La récente initiative arabe annoncée pour aider la Tunisie à sortir de l’impasse économique, dont on n’a encore rien de concret, en attendant d’obtenir (ou pas) le prêt du FMI, est un indice du choix qui devra être fait, si l’initiative est menée à terme. Ce que le camp occidental n’est pas prêt, semble-t-il, à concéder, au regard du rétropédalage constaté dans les propos des officiels américains et européens qui sont désormais prêts à aider financièrement la Tunisie pour peu qu’elle s’engage à lancer les réformes exigées par le FMI, des réformes sociales douloureuses auxquelles Kaïs Saïed s’oppose pour éviter l’explosion sociale. C’est donc l’impasse, à moins que la guerre pour l’hégémonie mondiale entre les Occidentaux d’un côté, et les Russes et les Chinois de l’autre, n’engendre des opportunités pour la Tunisie dont la situation géographique aux portes de l’Afrique et de l’Europe, et voisine de l’Algérie et de la Libye, a son pesant d’or.

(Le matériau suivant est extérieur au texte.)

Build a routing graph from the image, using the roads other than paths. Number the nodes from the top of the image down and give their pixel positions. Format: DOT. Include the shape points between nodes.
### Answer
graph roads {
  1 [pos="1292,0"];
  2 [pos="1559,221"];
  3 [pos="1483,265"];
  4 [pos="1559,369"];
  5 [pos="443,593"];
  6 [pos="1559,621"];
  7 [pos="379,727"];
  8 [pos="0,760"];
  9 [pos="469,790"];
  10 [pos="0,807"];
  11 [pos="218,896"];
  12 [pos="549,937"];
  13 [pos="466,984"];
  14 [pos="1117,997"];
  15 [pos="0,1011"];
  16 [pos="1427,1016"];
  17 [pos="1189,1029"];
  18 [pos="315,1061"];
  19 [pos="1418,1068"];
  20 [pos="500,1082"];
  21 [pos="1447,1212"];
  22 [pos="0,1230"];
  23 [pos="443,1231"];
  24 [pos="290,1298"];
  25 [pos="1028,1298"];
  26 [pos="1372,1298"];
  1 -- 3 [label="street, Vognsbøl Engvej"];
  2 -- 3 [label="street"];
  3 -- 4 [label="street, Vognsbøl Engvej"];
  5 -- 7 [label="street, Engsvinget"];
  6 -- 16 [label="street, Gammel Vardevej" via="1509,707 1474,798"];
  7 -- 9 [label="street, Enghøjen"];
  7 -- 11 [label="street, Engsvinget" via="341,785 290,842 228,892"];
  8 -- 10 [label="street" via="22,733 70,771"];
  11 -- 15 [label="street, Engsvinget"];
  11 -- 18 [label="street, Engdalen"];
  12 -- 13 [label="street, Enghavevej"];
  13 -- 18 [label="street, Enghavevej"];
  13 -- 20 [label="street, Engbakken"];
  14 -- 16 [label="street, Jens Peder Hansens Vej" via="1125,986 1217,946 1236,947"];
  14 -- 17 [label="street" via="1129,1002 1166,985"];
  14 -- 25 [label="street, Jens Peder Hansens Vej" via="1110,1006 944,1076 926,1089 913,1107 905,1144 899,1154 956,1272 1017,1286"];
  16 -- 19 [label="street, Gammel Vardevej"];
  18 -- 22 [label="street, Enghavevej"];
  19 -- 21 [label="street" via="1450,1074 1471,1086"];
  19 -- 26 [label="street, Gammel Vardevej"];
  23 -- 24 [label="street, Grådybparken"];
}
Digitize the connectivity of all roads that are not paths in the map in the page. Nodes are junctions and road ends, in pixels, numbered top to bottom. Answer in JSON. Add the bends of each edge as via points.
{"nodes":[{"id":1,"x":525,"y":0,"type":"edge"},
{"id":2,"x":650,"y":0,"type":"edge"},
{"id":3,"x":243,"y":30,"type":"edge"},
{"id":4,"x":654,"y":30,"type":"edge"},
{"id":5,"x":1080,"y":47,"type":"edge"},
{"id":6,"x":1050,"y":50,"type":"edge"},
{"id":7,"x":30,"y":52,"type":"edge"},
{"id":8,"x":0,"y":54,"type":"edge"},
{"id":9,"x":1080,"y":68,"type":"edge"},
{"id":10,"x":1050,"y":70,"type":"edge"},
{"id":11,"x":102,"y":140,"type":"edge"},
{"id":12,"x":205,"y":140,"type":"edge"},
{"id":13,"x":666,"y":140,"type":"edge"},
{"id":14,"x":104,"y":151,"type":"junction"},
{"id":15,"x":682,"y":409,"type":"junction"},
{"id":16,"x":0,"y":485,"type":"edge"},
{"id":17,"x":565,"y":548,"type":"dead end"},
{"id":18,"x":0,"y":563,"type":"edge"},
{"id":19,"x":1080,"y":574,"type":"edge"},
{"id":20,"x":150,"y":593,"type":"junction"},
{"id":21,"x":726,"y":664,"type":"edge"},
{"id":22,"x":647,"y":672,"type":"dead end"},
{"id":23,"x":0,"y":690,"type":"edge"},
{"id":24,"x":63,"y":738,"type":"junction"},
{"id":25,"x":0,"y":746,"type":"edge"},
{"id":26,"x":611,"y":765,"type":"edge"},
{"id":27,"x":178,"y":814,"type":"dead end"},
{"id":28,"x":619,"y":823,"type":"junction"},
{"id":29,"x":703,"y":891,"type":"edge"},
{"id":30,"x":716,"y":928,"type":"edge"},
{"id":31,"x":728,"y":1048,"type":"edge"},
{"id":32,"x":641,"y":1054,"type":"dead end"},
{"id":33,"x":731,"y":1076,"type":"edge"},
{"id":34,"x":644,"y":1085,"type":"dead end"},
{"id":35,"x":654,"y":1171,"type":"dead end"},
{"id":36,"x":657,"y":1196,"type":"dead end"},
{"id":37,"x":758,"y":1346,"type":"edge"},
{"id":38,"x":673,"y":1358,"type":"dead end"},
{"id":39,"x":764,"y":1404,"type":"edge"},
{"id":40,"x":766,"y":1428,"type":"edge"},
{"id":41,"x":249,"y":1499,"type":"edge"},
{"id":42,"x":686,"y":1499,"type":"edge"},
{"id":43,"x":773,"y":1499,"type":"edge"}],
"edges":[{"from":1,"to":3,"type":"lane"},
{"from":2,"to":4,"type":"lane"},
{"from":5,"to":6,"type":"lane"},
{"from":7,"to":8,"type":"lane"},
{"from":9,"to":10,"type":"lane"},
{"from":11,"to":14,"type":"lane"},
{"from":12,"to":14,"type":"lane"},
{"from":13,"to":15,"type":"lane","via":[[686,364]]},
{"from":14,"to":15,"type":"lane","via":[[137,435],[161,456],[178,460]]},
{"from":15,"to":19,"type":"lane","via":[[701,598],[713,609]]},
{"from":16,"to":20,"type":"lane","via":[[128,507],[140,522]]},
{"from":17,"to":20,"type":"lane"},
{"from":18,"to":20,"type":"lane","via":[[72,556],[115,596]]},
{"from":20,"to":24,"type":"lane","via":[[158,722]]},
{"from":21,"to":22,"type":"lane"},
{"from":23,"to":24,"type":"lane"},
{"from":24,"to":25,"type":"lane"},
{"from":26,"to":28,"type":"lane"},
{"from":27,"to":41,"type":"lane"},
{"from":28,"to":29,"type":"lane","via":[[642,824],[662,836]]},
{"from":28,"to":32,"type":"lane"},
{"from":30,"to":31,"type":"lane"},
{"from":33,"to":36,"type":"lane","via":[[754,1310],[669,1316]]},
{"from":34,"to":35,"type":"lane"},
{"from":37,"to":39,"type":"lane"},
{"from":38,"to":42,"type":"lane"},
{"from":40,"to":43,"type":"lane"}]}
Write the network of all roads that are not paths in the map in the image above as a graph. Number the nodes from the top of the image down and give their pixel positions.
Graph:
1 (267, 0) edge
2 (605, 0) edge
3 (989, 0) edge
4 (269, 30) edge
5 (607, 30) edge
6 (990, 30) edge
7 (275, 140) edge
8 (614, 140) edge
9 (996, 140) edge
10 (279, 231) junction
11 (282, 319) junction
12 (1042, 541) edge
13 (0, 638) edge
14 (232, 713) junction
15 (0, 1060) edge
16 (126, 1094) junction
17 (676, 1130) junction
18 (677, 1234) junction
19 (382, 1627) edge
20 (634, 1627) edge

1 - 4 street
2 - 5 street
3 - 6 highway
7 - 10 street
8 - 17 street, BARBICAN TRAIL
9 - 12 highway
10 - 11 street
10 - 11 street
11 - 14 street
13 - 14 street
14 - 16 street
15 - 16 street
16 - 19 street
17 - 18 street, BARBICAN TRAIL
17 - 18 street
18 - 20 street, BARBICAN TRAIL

Avec la guerre russo-ukrainienne, le monde est en pleine reconstruction et toutes les opportunités offertes par ce nouvel ordre mondial sont à saisir pour se faire à nouveau une bonne place dans le concert des nations. Malheureusement, les crises internes interminables bloquent le pays et l’empêchent de se tourner vers l’avenir. La responsabilité de ce blocage revient aussi bien au pouvoir en place, qui refuse tout dialogue, toute communication et toute collaboration avec les forces vives de la nation pour trouver une issue à la crise, qu’à l’opposition dont l’unique souci est de revenir aux premières loges du pouvoir et profiter de ses avantages. 
C’est le bilan de cette opposition qui a « gouverné » pendant dix ans, qui a ruiné la Tunisie et affaibli son Etat, et ses représentants ont perdu toute crédibilité auprès des Tunisiens qui ont revendiqué leur éloignement du pouvoir. Cette opposition s’accroche encore aujourd’hui au pouvoir et cela crée des tensions, car une bonne partie des Tunisiens ne croient plus à ses promesses de démocratie qu’elle prétend vouloir instaurer et ce, depuis 2011. 
Il faut espérer à présent que le nouveau Parlement, élu et installé, s’attelle rapidement, sans perdre de temps, à réviser la législation et à voter d’autres textes pour faire sauter les verrous qui bloquent l’économie nationale, l’initiative privée et les horizons pour les jeunes. 
Ce premier Parlement post-25 juillet est censé être exemplaire en termes de loyauté à la nation et d’intégrité personnelle, ses membres sont appelés à bien faire leur travail et à ne pas décevoir. Dans le cas contraire, le pire est à craindre, car la Tunisie ne résistera pas à une nouvelle déception nationale. Ce Parlement est, également, appelé à se pencher au plus vite sur la crise de l’eau pour sauver notre agriculture et notre sécurité alimentaire. Il est grand temps que toute l’Administration publique se réveille et que l’on se mette au travail avec le plus grand sérieux et la plus grande discipline, car à terme, si aucune initiative étrangère n’arrivait pour secourir l’économie tunisienne, le salut national dépendrait de notre propre effort pour sortir le pays de sa léthargie.